* **Prompt**:
Among the records below, find each line that includes the string "nodes" and copy it.

═══ Information supplied

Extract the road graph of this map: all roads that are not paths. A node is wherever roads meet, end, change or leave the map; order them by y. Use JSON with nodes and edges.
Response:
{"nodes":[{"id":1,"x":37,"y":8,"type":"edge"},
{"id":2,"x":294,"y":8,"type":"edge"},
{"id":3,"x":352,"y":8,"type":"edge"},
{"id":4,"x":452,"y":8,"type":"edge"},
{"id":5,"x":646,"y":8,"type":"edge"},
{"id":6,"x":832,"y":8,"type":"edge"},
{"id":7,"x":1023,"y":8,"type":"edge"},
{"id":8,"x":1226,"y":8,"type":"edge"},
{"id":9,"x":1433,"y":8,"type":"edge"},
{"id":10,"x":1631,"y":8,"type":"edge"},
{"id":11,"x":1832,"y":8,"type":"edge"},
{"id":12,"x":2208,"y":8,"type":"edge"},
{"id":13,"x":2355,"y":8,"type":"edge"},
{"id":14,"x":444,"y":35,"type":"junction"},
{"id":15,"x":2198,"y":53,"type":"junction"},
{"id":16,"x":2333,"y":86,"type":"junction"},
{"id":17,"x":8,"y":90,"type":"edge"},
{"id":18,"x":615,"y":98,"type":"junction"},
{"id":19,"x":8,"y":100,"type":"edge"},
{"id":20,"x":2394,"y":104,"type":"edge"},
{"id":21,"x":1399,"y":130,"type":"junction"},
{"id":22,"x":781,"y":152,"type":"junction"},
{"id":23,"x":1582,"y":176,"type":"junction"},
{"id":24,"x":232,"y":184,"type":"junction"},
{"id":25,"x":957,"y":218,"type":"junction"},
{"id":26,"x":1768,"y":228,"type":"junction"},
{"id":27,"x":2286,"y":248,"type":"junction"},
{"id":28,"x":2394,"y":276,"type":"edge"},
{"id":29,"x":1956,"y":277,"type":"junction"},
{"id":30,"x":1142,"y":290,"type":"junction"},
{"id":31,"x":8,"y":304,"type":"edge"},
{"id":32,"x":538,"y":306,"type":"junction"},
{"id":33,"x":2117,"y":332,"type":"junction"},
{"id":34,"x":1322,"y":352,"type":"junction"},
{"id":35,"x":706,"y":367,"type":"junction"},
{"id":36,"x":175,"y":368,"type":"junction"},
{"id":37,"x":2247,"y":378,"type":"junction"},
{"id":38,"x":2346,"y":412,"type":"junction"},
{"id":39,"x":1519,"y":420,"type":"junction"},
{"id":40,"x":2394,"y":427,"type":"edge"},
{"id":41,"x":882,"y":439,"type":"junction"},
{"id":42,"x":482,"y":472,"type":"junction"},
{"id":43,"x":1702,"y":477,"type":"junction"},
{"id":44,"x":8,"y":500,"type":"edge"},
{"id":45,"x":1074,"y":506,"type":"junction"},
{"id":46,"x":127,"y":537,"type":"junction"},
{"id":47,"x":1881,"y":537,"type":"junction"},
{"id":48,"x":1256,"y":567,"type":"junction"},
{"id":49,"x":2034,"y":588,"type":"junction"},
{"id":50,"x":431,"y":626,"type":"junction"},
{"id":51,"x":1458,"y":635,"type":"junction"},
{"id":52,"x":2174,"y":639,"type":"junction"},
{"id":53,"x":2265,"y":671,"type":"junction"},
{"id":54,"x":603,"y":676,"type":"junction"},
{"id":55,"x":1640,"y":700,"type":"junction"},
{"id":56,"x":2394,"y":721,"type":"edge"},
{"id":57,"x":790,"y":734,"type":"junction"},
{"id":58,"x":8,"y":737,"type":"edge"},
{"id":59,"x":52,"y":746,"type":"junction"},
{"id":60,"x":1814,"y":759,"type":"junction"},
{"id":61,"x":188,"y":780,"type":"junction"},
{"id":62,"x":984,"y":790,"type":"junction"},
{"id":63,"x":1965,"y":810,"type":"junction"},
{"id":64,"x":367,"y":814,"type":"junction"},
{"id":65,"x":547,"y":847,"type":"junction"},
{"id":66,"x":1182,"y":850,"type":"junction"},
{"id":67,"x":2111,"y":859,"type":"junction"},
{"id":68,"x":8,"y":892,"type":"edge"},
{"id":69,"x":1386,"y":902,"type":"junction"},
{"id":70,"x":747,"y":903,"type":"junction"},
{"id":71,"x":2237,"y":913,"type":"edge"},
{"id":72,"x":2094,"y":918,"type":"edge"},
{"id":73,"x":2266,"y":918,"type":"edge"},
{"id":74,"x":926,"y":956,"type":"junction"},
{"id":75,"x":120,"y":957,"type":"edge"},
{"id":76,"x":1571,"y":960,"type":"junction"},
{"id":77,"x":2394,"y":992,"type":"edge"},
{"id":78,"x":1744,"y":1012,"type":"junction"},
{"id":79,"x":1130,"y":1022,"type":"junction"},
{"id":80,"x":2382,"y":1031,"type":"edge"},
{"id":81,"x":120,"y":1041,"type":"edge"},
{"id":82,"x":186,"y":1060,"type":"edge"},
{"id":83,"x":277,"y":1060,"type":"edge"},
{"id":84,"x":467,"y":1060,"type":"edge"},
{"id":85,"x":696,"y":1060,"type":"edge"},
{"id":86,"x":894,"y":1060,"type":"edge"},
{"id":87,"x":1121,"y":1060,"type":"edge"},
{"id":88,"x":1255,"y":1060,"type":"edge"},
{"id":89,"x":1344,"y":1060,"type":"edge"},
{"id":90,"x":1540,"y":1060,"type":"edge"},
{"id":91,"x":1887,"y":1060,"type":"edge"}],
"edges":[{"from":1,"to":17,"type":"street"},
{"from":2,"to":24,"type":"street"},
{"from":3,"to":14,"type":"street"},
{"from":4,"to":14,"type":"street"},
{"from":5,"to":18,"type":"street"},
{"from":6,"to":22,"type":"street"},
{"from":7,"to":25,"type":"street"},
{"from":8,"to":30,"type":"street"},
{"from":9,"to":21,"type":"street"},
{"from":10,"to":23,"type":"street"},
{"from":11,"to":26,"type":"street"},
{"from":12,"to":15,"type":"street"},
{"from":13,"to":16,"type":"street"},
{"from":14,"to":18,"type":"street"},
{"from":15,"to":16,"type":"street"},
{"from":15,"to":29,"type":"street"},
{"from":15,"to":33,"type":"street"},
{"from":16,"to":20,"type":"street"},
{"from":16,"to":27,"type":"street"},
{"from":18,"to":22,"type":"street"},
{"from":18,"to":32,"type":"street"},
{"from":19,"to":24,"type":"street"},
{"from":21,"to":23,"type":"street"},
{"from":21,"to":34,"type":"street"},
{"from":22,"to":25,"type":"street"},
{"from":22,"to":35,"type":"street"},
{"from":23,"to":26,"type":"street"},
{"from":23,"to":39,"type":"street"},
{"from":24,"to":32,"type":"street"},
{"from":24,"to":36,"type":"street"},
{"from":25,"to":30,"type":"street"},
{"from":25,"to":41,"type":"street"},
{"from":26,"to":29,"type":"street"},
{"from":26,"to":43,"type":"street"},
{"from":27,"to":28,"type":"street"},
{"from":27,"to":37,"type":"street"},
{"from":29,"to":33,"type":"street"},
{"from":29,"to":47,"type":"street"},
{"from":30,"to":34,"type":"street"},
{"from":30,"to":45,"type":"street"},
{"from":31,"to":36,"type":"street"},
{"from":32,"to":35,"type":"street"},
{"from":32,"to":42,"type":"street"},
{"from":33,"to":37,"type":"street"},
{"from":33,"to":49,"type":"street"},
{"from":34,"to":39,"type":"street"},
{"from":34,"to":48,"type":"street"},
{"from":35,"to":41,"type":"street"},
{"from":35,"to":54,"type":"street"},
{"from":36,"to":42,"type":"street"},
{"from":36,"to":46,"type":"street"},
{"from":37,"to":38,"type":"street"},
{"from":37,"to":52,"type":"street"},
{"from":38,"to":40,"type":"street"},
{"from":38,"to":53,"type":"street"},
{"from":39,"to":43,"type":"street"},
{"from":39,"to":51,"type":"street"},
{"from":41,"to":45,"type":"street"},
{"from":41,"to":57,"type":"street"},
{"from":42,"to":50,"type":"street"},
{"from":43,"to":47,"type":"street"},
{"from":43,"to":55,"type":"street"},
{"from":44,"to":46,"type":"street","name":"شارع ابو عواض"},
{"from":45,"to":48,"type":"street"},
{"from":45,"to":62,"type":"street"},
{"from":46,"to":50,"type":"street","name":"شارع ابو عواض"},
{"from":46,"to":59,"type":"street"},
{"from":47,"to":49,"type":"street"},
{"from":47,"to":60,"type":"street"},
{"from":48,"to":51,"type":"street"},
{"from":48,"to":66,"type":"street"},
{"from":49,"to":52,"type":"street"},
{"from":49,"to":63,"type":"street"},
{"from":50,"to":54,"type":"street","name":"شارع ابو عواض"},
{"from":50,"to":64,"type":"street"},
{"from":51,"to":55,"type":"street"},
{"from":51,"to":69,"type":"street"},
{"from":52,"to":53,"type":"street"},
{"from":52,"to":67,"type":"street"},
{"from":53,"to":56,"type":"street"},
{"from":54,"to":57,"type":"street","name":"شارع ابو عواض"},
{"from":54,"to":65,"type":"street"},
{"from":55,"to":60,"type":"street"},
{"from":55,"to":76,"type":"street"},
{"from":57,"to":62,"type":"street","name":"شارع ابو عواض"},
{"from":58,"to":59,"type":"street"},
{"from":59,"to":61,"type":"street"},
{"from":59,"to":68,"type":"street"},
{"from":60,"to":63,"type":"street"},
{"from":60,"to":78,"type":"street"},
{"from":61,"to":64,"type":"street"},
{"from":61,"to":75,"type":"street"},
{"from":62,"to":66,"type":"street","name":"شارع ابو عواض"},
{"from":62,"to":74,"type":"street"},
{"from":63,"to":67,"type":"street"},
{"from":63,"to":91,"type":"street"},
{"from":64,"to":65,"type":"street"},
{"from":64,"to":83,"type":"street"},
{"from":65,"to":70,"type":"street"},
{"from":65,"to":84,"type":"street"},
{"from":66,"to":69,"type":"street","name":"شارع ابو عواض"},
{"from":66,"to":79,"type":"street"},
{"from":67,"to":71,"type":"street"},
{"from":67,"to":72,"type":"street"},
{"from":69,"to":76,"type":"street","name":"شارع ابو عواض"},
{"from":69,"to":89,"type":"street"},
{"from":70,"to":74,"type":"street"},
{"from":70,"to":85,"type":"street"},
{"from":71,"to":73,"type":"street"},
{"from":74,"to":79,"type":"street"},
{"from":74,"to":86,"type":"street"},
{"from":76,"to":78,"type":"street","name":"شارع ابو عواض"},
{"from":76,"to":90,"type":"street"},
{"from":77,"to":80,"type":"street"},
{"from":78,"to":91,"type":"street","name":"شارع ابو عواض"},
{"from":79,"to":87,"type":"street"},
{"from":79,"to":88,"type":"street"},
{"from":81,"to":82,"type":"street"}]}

══════

* **Reply to the task**:
Extract the road graph of this map: all roads that are not paths. A node is wherever roads meet, end, change or leave the map; order them by y. Use JSON with nodes and edges.
{"nodes":[{"id":1,"x":37,"y":8,"type":"edge"},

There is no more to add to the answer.